REKLAMA
ZOOM NA SPÓŁKI

MdM już nie tylko dla młodych

Bogusław Półtorak2015-03-03 21:35
publikacja
2015-03-03 21:35

Zmiany w rządowym programie "Mieszkanie dla młodych" po jego ubiegłorocznym fiasku – zaledwie 30 proc. wykorzystanych środków na ten cel – idą w kierunku promowania polityki prorodzinnej. Zniesione zostają limity wiekowe, a dodana premia w wysokości aż 30 proc. wartości mieszkania przede wszystkim dla rodzin wielodzietnych. Ktoś złośliwy mógłby powiedzieć, że po "Rodzinie na swoim" (pieszczotliwie nazywanej "Bankiem na swoim" a później "Deweloperem na swoim"), "Mieszkanie dla młodych" to kolejny program zbliżający coraz bardziej politykę mieszkaniową w Polsce do realiów greckich.

MdM już nie tylko dla młodych
MdM już nie tylko dla młodych
/ Materiały dla mediów

Warto sobie przypomnieć, że przed kryzysem właśnie w Grecji rozdawano za darmo mieszkania rodzinom wielodzietnym, ale jak się później okazało, przy okazji również np. córkom wojskowych z uwagi na ich trudne położenie życiowe ze względu na utrudnione zamążpójście.
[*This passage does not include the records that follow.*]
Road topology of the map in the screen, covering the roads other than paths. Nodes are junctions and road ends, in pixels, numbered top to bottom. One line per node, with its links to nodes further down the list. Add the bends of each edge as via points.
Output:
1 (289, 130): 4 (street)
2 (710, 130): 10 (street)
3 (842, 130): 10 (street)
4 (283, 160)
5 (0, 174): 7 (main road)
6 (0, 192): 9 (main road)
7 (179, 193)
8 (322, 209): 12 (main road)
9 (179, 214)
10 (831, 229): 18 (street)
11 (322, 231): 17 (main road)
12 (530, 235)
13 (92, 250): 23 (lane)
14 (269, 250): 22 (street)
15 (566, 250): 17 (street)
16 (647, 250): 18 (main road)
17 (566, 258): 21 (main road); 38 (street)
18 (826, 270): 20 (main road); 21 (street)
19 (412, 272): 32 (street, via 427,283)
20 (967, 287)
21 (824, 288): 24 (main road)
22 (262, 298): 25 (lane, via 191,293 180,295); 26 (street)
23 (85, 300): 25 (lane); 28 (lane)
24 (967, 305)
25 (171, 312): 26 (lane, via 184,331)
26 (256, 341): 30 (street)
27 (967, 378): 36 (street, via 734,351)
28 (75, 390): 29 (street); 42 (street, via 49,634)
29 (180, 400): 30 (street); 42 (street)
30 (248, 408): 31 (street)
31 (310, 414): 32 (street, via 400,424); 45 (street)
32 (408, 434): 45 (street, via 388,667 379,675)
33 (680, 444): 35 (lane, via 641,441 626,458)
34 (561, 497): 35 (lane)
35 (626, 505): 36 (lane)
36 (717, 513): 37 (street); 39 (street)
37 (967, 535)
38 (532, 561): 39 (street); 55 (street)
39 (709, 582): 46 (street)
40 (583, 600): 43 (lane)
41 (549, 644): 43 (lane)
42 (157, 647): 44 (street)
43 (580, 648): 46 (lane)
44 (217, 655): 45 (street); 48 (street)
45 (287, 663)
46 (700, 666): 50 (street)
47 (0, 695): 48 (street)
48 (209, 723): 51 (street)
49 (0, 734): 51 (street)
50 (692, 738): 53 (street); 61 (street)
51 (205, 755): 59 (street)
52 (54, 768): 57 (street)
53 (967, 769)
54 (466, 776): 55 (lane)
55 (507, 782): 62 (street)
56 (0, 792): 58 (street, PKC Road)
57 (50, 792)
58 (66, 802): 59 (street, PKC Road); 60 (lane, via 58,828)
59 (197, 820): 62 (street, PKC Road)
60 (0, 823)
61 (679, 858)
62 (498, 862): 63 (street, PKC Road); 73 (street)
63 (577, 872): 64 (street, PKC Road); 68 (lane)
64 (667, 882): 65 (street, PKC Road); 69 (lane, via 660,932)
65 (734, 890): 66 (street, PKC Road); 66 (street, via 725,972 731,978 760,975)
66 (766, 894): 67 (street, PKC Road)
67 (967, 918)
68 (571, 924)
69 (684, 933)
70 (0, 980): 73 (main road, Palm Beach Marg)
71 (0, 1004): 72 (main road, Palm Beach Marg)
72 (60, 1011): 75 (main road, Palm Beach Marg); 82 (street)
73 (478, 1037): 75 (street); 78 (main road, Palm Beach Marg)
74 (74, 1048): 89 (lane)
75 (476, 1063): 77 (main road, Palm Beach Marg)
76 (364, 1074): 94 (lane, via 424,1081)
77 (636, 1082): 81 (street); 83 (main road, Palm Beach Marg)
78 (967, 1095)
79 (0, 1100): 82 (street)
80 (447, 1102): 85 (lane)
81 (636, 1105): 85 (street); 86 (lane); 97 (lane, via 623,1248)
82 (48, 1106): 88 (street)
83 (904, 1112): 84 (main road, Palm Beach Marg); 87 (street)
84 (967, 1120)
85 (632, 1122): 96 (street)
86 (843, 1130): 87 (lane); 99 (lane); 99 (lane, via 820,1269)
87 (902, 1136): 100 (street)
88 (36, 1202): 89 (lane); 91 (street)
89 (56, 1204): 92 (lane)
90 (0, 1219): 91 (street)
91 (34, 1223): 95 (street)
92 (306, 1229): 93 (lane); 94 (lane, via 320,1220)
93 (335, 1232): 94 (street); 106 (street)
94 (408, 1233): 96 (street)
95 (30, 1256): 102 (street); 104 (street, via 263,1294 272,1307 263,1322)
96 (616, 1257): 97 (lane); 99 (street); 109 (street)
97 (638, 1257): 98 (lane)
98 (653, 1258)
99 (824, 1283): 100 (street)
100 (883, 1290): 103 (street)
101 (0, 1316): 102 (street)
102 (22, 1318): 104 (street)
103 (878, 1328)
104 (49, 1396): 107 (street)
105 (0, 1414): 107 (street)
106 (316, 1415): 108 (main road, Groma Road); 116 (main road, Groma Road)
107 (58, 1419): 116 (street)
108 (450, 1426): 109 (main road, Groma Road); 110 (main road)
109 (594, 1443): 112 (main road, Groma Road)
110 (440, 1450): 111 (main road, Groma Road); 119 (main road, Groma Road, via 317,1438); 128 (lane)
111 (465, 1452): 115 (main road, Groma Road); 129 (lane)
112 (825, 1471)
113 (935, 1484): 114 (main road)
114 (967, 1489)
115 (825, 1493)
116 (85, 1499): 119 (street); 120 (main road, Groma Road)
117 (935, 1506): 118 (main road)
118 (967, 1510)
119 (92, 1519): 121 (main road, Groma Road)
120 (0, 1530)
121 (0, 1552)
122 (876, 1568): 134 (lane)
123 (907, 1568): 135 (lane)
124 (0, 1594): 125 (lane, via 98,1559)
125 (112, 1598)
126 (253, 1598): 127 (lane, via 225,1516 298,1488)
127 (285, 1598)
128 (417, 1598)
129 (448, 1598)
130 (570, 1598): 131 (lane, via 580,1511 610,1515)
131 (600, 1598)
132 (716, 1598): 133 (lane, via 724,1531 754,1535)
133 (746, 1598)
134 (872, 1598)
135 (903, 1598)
W polskiej polityce mieszkaniowej póki co nie zmienia się jednak jedno - program, tak jak RnS, jest znów przeznaczony dla tych nielicznych, których już nie tylko, że stać na własne mieszkanie, ale teraz nawet dla tych mających już jakieś własne M. Pomaganie rodzinom wielodzietnym to pewnie dobry kierunek w stronę budowania polityki prorodzinnej, ale już samo pomaganie osobom mającym już jakieś mieszkanie w kraju, gdzie problem bezdomności przymusowej jest ciągle realny, a politycy przerzucają odpowiedzialność za mieszkalnictwo socjalne na samorządy i właścicieli mieszkań prywatnych, to już  musi budzić wątpliwości.


Co do jednego nie ma bowiem wątpliwości, że dla najsłabiej zarabiających, w tym przede wszystkim rodzin wielodzietnych, nadal realnym ograniczeniem będzie posiadanie pozytywnej zdolności kredytowej. Nie jest to więc na pewno pomoc dla najbiedniejszych w zaspokajaniu potrzeb mieszkaniowych. Nie rozwiąże też jak już się przekonaliśmy problemu głodu mieszkaniowego młodych osób o ograniczonej zdolności kredytowej. Może kilka osób zachęci do posiadania większej liczby potomstwa, ale współcześnie trudno spodziewać się, że kilka mkw. więcej będzie decydującym czynnikiem o wychowaniu kolejnego dziecka.  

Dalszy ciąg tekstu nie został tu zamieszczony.